I looked into Ruby and it struck me as being a truly aesthetically pleasing
language, and since it espoused the "principle of least surprise" \-- with
caveats, naturally -- most Ruby code tended to be straightforward to read.

Python on the other hand, while clean -- I came from Perl -- had a fair bit of
ugliness like the "self" argument in class methods, and the "dunders" in
dunder methods (__init__). That said, the Python ecosystem, especially in the
numerical computation space, was far ahead of Ruby's at the time, so I chose
Python. It worked out really well and allowed me to accomplish what I needed
to. To this day I have no regrets choosing Python.

Compared to many languages (like Haskell etc.) Python's design isn't the most
aesthetically pleasing or orthogonal or clean. But being a Dutch design, at
least initially, it was very pragmatic. And Python is by no means ugly on an
absolute scale, on the contrary.

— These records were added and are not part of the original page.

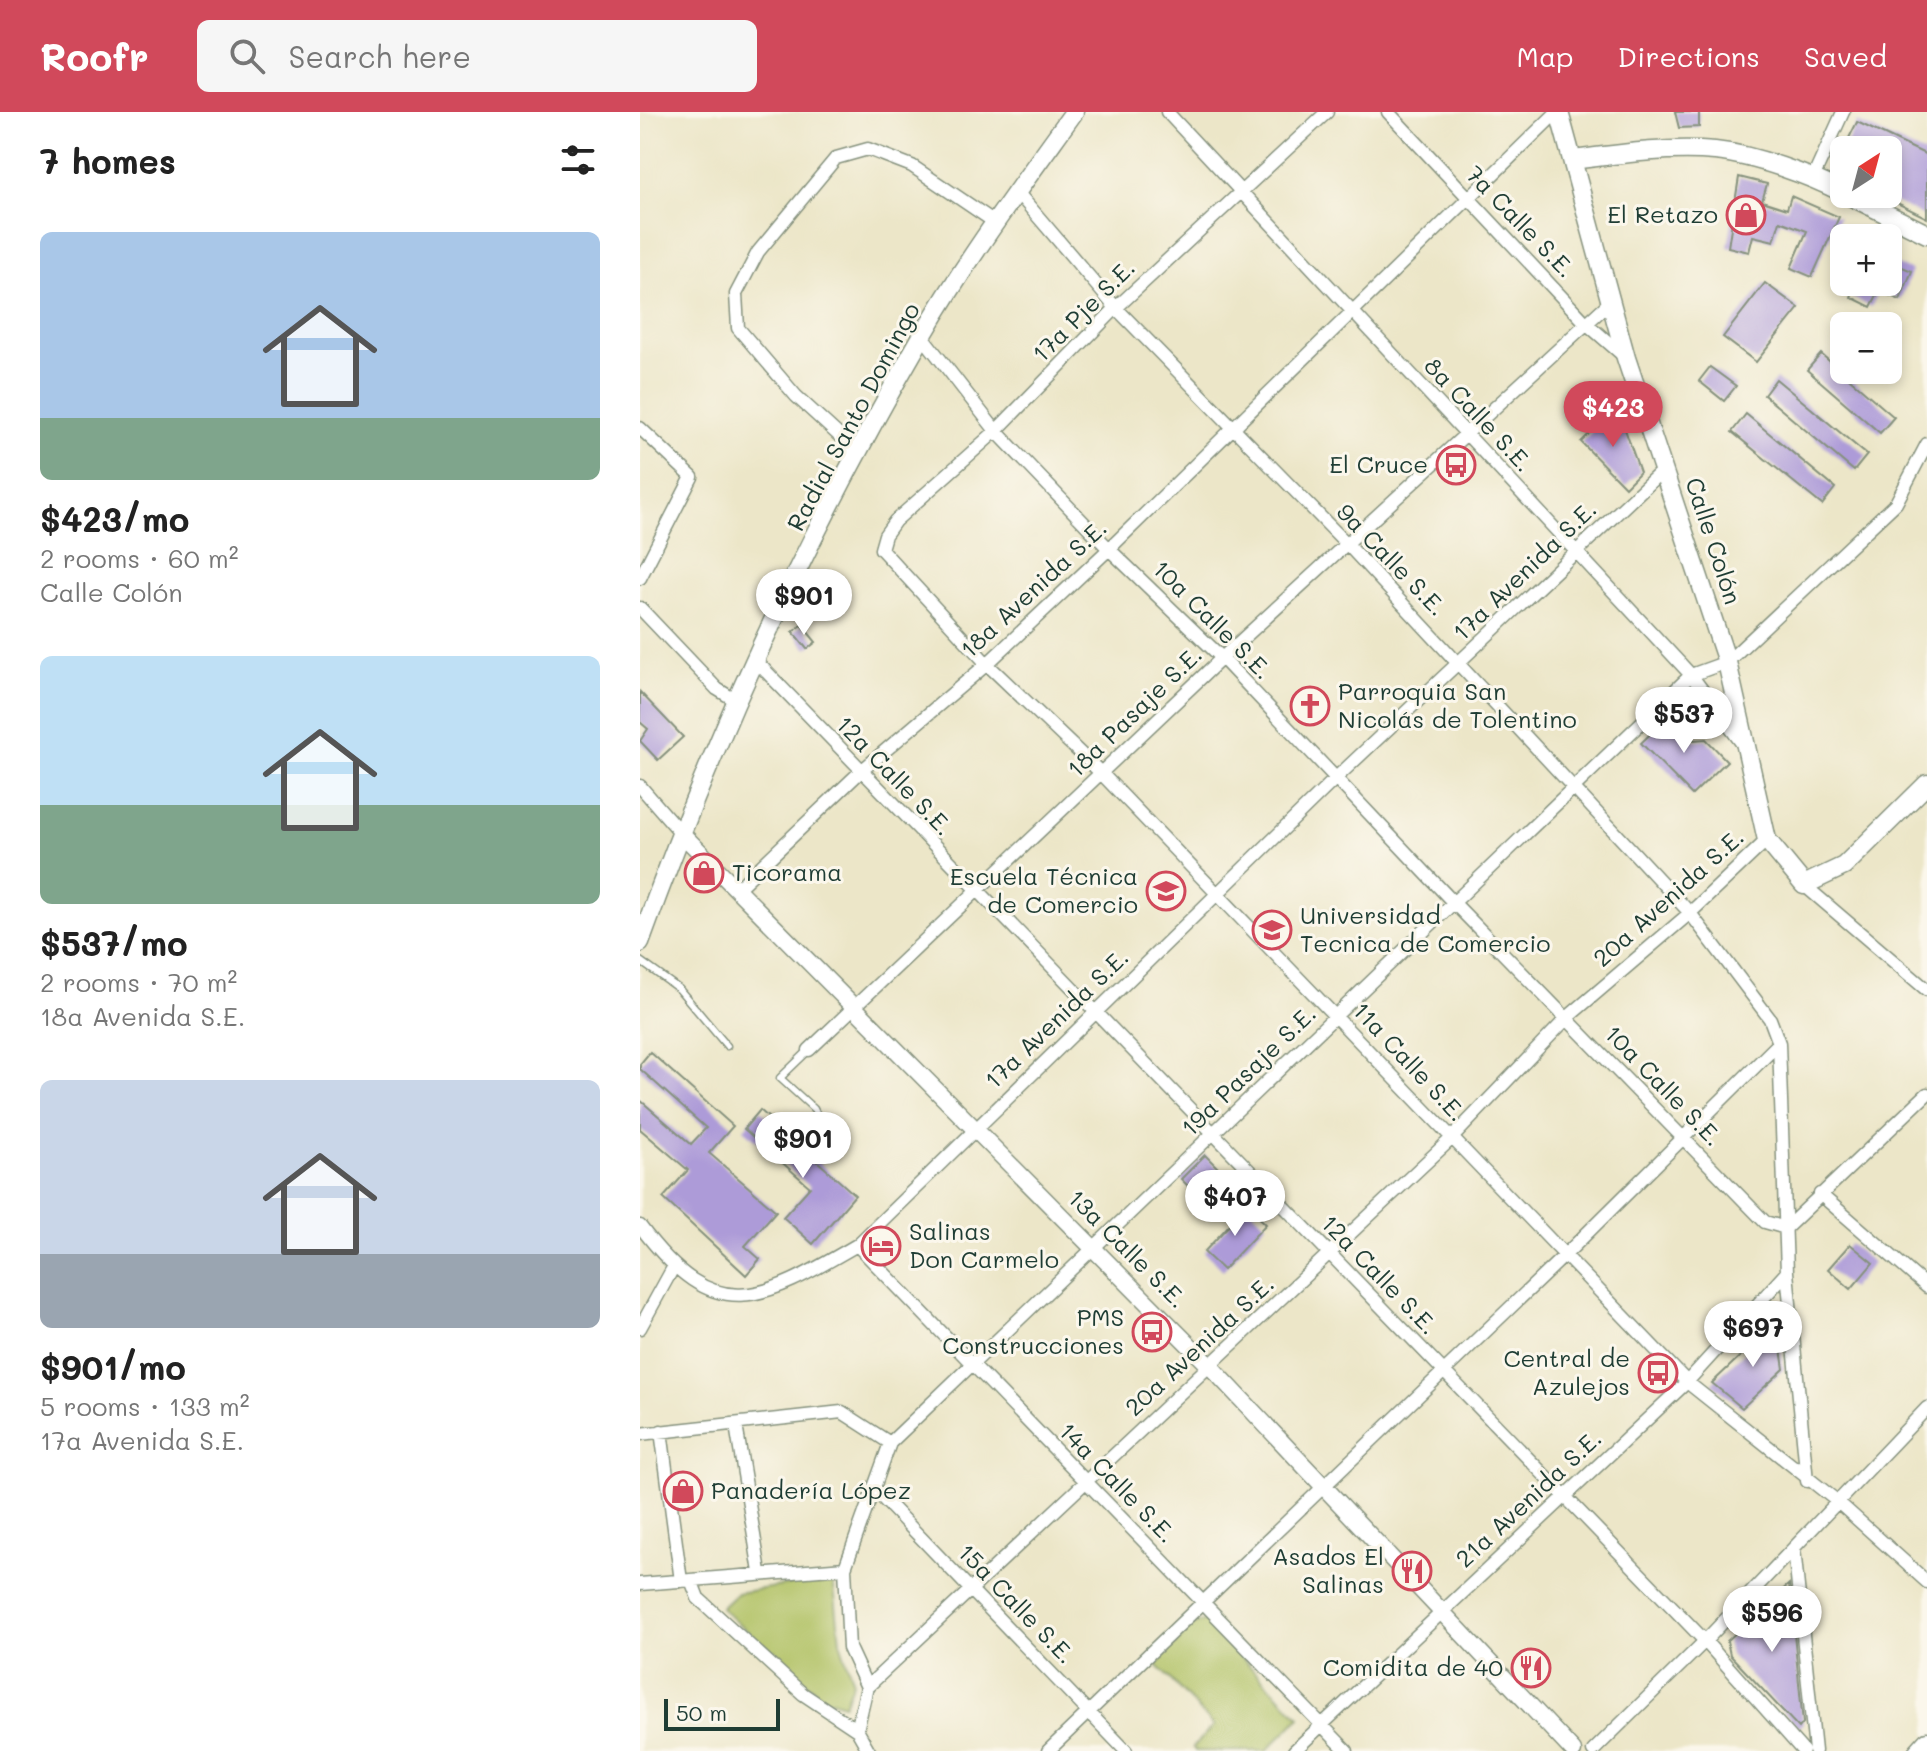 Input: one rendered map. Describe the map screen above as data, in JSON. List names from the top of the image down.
{
  "streets": {
    "main road": ["Radial Santo Domingo", "Calle Colón"],
    "street": [
      "7a Calle S.E.",
      "17a Pje S.E.",
      "8a Calle S.E.",
      "9a Calle S.E.",
      "17a Avenida S.E.",
      "18a Avenida S.E.",
      "10a Calle S.E.",
      "18a Pasaje S.E.",
      "12a Calle S.E.",
      "20a Avenida S.E.",
      "11a Calle S.E.",
      "19a Pasaje S.E.",
      "13a Calle S.E.",
      "14a Calle S.E.",
      "21a Avenida S.E.",
      "15a Calle S.E."
    ]
  },
  "crossings": [
    ["7a Calle S.E.", "Calle Colón"],
    ["7a Calle S.E.", "18a Avenida S.E."],
    ["7a Calle S.E.", "18a Pasaje S.E."],
    ["17a Pje S.E.", "8a Calle S.E."],
    ["17a Pje S.E.", "9a Calle S.E."],
    ["17a Pje S.E.", "10a Calle S.E."],
    ["17a Pje S.E.", "11a Calle S.E."],
    ["8a Calle S.E.", "Calle Colón"],
    ["8a Calle S.E.", "17a Avenida S.E."],
    ["8a Calle S.E.", "18a Avenida S.E."],
    ["8a Calle S.E.", "18a Pasaje S.E."],
    ["Radial Santo Domingo", "9a Calle S.E."],
    ["Radial Santo Domingo", "10a Calle S.E."],
    ["Radial Santo Domingo", "12a Calle S.E."],
    ["Radial Santo Domingo", "13a Calle S.E."],
    ["Calle Colón", "17a Avenida S.E."],
    ["Calle Colón", "18a Avenida S.E."],
    ["Calle Colón", "18a Pasaje S.E."],
    ["Calle Colón", "20a Avenida S.E."],
    ["9a Calle S.E.", "17a Avenida S.E."],
    ["9a Calle S.E.", "18a Avenida S.E."],
    ["9a Calle S.E.", "18a Pasaje S.E."],
    ["9a Calle S.E.", "20a Avenida S.E."],
    ["17a Avenida S.E.", "10a Calle S.E."],
    ["17a Avenida S.E.", "12a Calle S.E."],
    ["17a Avenida S.E.", "11a Calle S.E."],
    ["17a Avenida S.E.", "13a Calle S.E."],
    ["17a Avenida S.E.", "14a Calle S.E."],
    ["18a Avenida S.E.", "10a Calle S.E."],
    ["18a Avenida S.E.", "12a Calle S.E."],
    ["18a Avenida S.E.", "11a Calle S.E."],
    ["18a Avenida S.E.", "13a Calle S.E."],
    ["10a Calle S.E.", "18a Pasaje S.E."],
    ["10a Calle S.E.", "20a Avenida S.E."],
    ["18a Pasaje S.E.", "12a Calle S.E."],
    ["18a Pasaje S.E.", "11a Calle S.E."],
    ["12a Calle S.E.", "20a Avenida S.E."],
    ["12a Calle S.E.", "19a Pasaje S.E."],
    ["12a Calle S.E.", "21a Avenida S.E."],
    ["20a Avenida S.E.", "11a Calle S.E."],
    ["20a Avenida S.E.", "19a Pasaje S.E."],
    ["20a Avenida S.E.", "13a Calle S.E."],
    ["20a Avenida S.E.", "14a Calle S.E."],
    ["20a Avenida S.E.", "15a Calle S.E."],
    ["11a Calle S.E.", "19a Pasaje S.E."],
    ["11a Calle S.E.", "21a Avenida S.E."],
    ["19a Pasaje S.E.", "13a Calle S.E."],
    ["19a Pasaje S.E.", "14a Calle S.E."],
    ["19a Pasaje S.E.", "15a Calle S.E."],
    ["13a Calle S.E.", "21a Avenida S.E."],
    ["14a Calle S.E.", "21a Avenida S.E."]
  ],
  "places": {
    "shop": ["El Retazo", "Ticorama", "Panadería López"],
    "bus stop": ["El Cruce", "PMS Construcciones", "Central de Azulejos"],
    "church": ["Parroquia San Nicolás de Tolentino"],
    "school or university": ["Escuela Técnica de Comercio", "Universidad Tecnica de Comercio"],
    "hotel": ["Salinas Don Carmelo"],
    "restaurant": ["Asados El Salinas", "Comidita de 40"]
  },
  "scale_bar": "50 m",
  "north": "top right",
  "page": {
    "header": "Roofr",
    "search": "Search here",
    "nav": ["Map", "Directions", "Saved"],
    "heading": "7 homes",
    "map_buttons": ["+", "−"],
    "list": [
      {
        "name": "$423/mo",
        "note": "2 rooms · 60 m² · Calle Colón"
      },
      {
        "name": "$537/mo",
        "note": "2 rooms · 70 m² · 18a Avenida S.E."
      },
      {
        "name": "$901/mo",
        "note": "5 rooms · 133 m² · 17a Avenida S.E."
      }
    ],
    "price": [
      "$423",
      "$901",
      "$537",
      "$901",
      "$407",
      "$697",
      "$596"
    ],
    "scale": "50 m"
  }
}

It’s just not as beautiful as some others.

Python's main advantage is the energy behind it: to this day there are no
converged alternatives to Numpy or Pandas on Ruby.

I can't help but wonder that if in an alternate universe/timeline, Travis
Oliphant, Pearu Peterson, Wes McKinney and others happened to have encountered
Ruby first, we might have a different de facto language for scientific
computing and data science.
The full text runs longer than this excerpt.